Lisnaconicaire, Crowsnest, Co. Galway
Co. Galway |
Ringforts
In the level pastureland of County Galway, a ring of mature beech trees marks the outline of an earthwork that a landlord, in the nineteenth century, appears to have partially dismantled in order to plant them.
The irony is difficult to miss: an attempt to reshape or perhaps obscure the landscape has ended up drawing a near-perfect circle around the very thing it disturbed.
The site is a rath, a type of enclosed farmstead built during the early medieval period in Ireland, typically defined by one or more earthen banks and a surrounding ditch known as a fosse. This particular example is subcircular in plan, measuring roughly forty metres on its longer axis, and sits in fair condition despite what was done to it. The bank, which would originally have formed a continuous raised ring around the interior, was reputedly levelled during the nineteenth century by the landlord of the time, the occasion being the planting of the beech trees that now encircle the monument. The fosse, the external ditch cut to provide material for the bank and to define the enclosure boundary, survives more completely; it remains visible across much of the circuit, from the west-northwest around to the northeast, and again from the east-southeast to the south-southwest. It is the fosse, then, rather than any upstanding bank, that now carries most of the archaeological evidence for the original form of the enclosure.

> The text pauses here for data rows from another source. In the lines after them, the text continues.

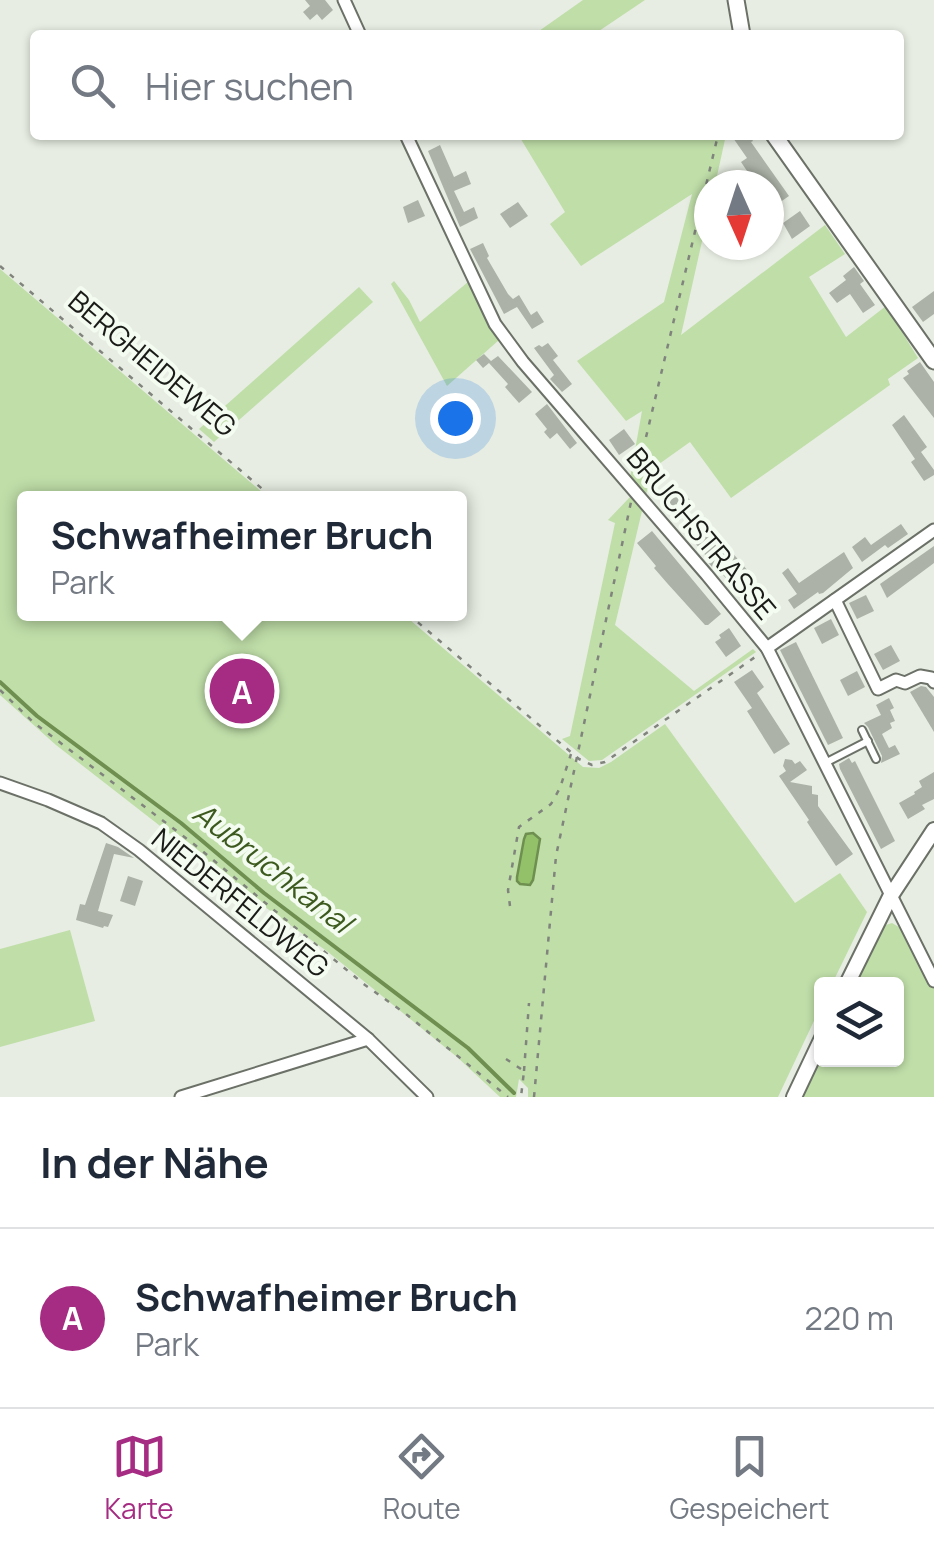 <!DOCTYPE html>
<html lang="de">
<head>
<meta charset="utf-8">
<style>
  :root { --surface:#fff; --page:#f2f2f3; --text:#1f2937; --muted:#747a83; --line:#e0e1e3; --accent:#a52c82 }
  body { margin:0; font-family:Manrope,sans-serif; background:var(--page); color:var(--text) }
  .controls { position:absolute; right:30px; bottom:30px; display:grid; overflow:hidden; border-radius:10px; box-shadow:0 2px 8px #0004 }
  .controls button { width:90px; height:90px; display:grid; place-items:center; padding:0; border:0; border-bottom:2px solid var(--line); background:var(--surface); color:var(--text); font:50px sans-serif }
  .compass { position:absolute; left:694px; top:170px; width:90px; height:90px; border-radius:50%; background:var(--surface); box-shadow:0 2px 8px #0004; rotate:177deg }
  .you { position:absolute; left:455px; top:418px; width:35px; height:35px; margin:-25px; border:8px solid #fff; border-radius:50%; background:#1a73e8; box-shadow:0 0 0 15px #1a73e833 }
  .badge { display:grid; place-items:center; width:65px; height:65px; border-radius:50%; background:var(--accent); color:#fff; font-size:32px; font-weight:700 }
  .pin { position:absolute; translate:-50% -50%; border:5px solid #fff; box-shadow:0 2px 10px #0006 }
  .popup { position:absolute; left:17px; top:491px; width:450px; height:130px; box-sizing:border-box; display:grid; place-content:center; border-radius:10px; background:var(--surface); filter:drop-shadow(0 2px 8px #0005); font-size:32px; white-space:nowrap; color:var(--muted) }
  .popup b { font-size:38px; color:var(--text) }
  .popup::after { content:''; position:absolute; left:50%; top:100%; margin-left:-20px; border:20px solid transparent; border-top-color:var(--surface) }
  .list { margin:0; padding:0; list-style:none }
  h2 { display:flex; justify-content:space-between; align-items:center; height:130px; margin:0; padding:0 40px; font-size:42px }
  h2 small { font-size:32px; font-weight:400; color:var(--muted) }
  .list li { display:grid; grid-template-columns:65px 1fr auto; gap:30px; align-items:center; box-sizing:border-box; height:180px; padding:0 40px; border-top:2px solid var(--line) }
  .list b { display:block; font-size:38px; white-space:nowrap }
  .list p { margin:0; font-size:32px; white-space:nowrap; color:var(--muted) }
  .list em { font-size:32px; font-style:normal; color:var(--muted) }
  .icon { flex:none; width:55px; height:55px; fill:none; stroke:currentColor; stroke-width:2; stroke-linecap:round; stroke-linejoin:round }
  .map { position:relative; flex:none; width:934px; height:1097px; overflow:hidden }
  .search { position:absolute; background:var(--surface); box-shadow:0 2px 8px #0004; left:30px; right:30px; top:30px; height:110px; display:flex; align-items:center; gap:25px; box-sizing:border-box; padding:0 35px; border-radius:10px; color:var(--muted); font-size:38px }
  .sheet { height:310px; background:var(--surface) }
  nav { display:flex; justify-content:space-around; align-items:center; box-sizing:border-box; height:140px; border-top:2px solid var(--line); background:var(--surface); font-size:28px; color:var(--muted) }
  nav a { display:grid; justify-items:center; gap:5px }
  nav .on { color:var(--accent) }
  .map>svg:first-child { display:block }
  .green { fill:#bfdea8 }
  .water { fill:#92c169; stroke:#6e8f50; stroke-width:2.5 }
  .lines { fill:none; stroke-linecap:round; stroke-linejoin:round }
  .stream { stroke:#6e8f50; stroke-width:4 }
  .building { fill:#acb2a7 }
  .service-casing { stroke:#6c7168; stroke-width:10 }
  .minor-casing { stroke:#6c7168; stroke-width:15 }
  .tertiary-casing { stroke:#6c7168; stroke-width:18 }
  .secondary-casing { stroke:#6c7168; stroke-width:19 }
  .path { stroke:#80847d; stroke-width:2.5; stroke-dasharray:5 8; stroke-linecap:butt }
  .service { stroke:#fff; stroke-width:6 }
  .minor { stroke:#fff; stroke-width:11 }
  .tertiary { stroke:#fff; stroke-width:14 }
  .secondary { stroke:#fff; stroke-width:15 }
  .labels { text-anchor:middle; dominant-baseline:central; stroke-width:8; stroke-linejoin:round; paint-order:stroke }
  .street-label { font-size:28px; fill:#191b17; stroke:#f4fbf0 }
  .water-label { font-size:30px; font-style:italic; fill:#3c5a1e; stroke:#f4fbf0 }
</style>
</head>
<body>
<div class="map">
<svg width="934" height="1097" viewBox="0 0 934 1097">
  <rect width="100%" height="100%" fill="#e7ede2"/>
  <g class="green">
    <polygon points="583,0 645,0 593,35 542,35 539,31"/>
    <polygon points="726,135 715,185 709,185 709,210 681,335 825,225 845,254 809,277 846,337 886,306 918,358 888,379 890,385 731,498 690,442 652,469 645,500 630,478 642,411 626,421 577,361 664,302 692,194 581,266 550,224 565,212 519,136"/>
    <polygon points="0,269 269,498 24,498 24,614 403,614 583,767 599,768 611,762 665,724 795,903 840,873 867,912 832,984 822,984 821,1006 778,1097 528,1097 528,1088 519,1079 516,1097 500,1097 457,1057 328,952 258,902 56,745 0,695"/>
    <polygon points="394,281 409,300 420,322 468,282 499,340 447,386 391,284"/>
    <polygon points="359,287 373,302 214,442 199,429"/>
    <polygon points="630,497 642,511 615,625 694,691 753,649 756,652 602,760 589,761 562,739 570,736 615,523 608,520"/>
    <polygon points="892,923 904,930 934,989 934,1097 802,1097 821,1055 822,1060 896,1060 896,984 855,984 883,926"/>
    <polygon points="70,930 95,1021 0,1047 0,949"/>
  </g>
  <polygon class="water" points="533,833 540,839 533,880 530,885 520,884 517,881 517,877 524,839 526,834"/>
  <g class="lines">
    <polyline class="stream" points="0,682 37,716 181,823 264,893 468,1048 514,1093"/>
  </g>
  <g class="building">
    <polygon points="305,0 325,0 333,10 322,20 317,14 310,20 303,12 310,6"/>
    <polygon points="731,135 749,135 753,141 751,142 789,196 776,205 769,195 769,185 762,185 755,175 751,177 741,162 747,158"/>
    <polygon points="440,145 454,177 466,171 471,184 454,191 464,212 474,207 478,218 460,227 428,151"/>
    <polygon points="418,200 425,216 408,223 403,207"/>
    <polygon points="518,202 528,216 510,228 500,214"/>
    <polygon points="800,211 810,226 792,239 783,223"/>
    <polygon points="483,243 489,256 487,258 508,294 513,299 519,295 531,315 537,311 544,322 532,329 517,307 504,314 470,249"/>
    <polygon points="854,267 864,281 860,284 875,305 863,313 850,294 837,303 829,293 846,280 843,276"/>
    <polygon points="934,291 934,314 923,322 912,307"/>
    <polygon points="548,343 558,356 553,360 572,384 562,392 550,379 554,375 534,348 539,345 542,347"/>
    <polygon points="484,354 491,361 498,356 532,392 519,403 505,387 508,384 489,363 483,368 476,360"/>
    <polygon points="920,362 934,382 934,418 903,378 909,374 907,371"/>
    <polygon points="547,404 577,443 570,449 557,433 550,439 544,432 547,429 535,414"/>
    <polygon points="904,415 927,447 921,452 934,470 934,475 924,481 911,462 915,459 892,425"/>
    <polygon points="624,429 635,444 619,455 609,440"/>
    <polygon points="673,483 690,500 688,501 694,508 688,513 718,548 724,543 748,571 732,585 716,567 714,569 705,559 707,557 690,537 694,533 682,518 679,521 658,496"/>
    <polygon points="901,524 908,534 888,548 885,545 862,562 852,547 865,537 871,545"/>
    <polygon points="652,531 721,614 708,625 705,625 667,583 654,568 656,566 637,543"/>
    <polygon points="934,546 934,563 887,598 880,584"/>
    <polygon points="844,552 853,568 823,593 819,594 818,592 794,609 788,600 797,594 782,573 788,568 799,583"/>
    <polygon points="866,595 874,611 857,619 849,603"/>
    <polygon points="831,619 839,635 822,644 814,628"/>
    <polygon points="729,628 741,646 726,657 715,642 721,638 719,635"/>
    <polygon points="796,642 843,738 828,745 780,650"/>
    <polygon points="891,645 900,661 883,670 874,654"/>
    <polygon points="752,670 764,687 757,693 790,744 774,754 747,711 752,708 734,682"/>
    <polygon points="857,671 865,687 848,696 840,680"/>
    <polygon points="921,686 926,687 934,697 934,732 910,692"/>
    <polygon points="889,698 894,708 890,710 895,721 890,723 892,728 882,734 889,748 895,745 900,754 881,763 882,756 868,727 864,723 881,715 876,705"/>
    <polygon points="849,758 852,763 855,761 895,841 881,849 840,769 839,764"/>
    <polygon points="785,759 792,760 795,764 800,761 807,770 790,782 812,786 812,794 818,795 818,806 853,854 836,866 807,822 809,820 779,776 786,771 783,766"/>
    <polygon points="934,772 934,799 922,805 925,809 908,819 899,803 915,794 914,792 922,787 919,781"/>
    <polygon points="106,843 118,847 134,858 114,854 98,911 113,915 108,927 104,926 103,928 76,920 80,904 85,905"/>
    <polygon points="128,876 143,881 135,906 120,901"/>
  </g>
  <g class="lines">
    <defs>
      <g id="service">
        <polyline points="862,730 876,759"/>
        <polyline points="825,763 868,741"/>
      </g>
      <g id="minor">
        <polyline points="344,0 360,35"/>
        <polyline points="406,135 495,324 523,362 707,575 767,648 934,981"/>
        <polyline points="835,600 878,689 896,680 905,683 920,676 931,678 934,682"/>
        <polyline points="767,648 934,530"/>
        <polyline points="0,783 48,800 101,823 139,850 368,1039 427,1097"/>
        <polyline points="181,1097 368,1039"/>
      </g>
      <g id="tertiary">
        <polyline points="847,984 890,897 934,830"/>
        <polyline points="794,1097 822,1038"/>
      </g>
      <g id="secondary">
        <polyline points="736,0 742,35"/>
        <polyline points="774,135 934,361"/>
      </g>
    </defs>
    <use href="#service" class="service-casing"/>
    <use href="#minor" class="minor-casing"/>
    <use href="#tertiary" class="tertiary-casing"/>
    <use href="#secondary" class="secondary-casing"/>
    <g class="path">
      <polyline points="0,266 273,498"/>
      <polyline points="637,475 718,135"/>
      <polyline points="408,614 579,759 592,765 605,762 758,655"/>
      <polyline points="0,690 33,722 195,845 365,985 406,1014 508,1097"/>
      <polyline points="510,906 508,890 519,827 551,804 560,788 571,754"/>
      <polyline points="815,1028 822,1015"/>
      <polyline points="506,1059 524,1071 521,1097"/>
      <polyline points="524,1071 529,1003"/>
      <polyline points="534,1097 556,856 631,502"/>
    </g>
    <use href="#service" class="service"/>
    <use href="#minor" class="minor"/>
    <use href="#tertiary" class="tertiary"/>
    <use href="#secondary" class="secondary"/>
  </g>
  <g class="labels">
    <g class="street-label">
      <text transform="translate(153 363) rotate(40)">BERGHEIDEWEG</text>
      <text transform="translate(702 533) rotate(50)">BRUCHSTRASSE</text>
      <text transform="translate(241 902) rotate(39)">NIEDERFELDWEG</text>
    </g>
    <g class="water-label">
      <text transform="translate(273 867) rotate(38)">Aubruchkanal</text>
    </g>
  </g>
</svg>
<div class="controls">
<button><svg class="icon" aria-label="layers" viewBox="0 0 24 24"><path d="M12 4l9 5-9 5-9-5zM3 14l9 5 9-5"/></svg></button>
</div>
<svg class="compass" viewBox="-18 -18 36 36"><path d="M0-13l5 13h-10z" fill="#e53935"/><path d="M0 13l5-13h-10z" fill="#747a83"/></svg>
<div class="you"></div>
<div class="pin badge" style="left:242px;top:691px">A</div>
<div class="popup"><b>Schwafheimer Bruch</b>Park</div>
<div class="search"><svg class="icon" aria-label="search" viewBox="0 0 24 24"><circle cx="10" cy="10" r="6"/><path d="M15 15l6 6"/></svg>Hier suchen</div>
</div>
<section class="sheet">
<h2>In der Nähe<small></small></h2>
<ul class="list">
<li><span class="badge">A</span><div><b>Schwafheimer Bruch</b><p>Park</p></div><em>220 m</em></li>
</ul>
</section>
<nav>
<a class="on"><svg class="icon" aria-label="map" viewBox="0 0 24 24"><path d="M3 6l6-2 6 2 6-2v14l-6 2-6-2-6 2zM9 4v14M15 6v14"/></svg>Karte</a>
<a><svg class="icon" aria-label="directions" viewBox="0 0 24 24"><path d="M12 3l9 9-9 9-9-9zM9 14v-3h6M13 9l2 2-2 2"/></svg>Route</a>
<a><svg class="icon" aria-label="saved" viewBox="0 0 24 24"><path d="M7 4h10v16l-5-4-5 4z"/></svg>Gespeichert</a>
</nav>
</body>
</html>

The beech trees planted at the landlord's instruction have long since grown into substantial specimens, and they give the site an atmosphere quite different from the open pasture surrounding it. Visitors approaching across the fields will notice the canopy before they notice any earthwork. Once inside the tree line, the ground itself tells the story, with the dip of the fosse still legible underfoot even where the bank above it was removed.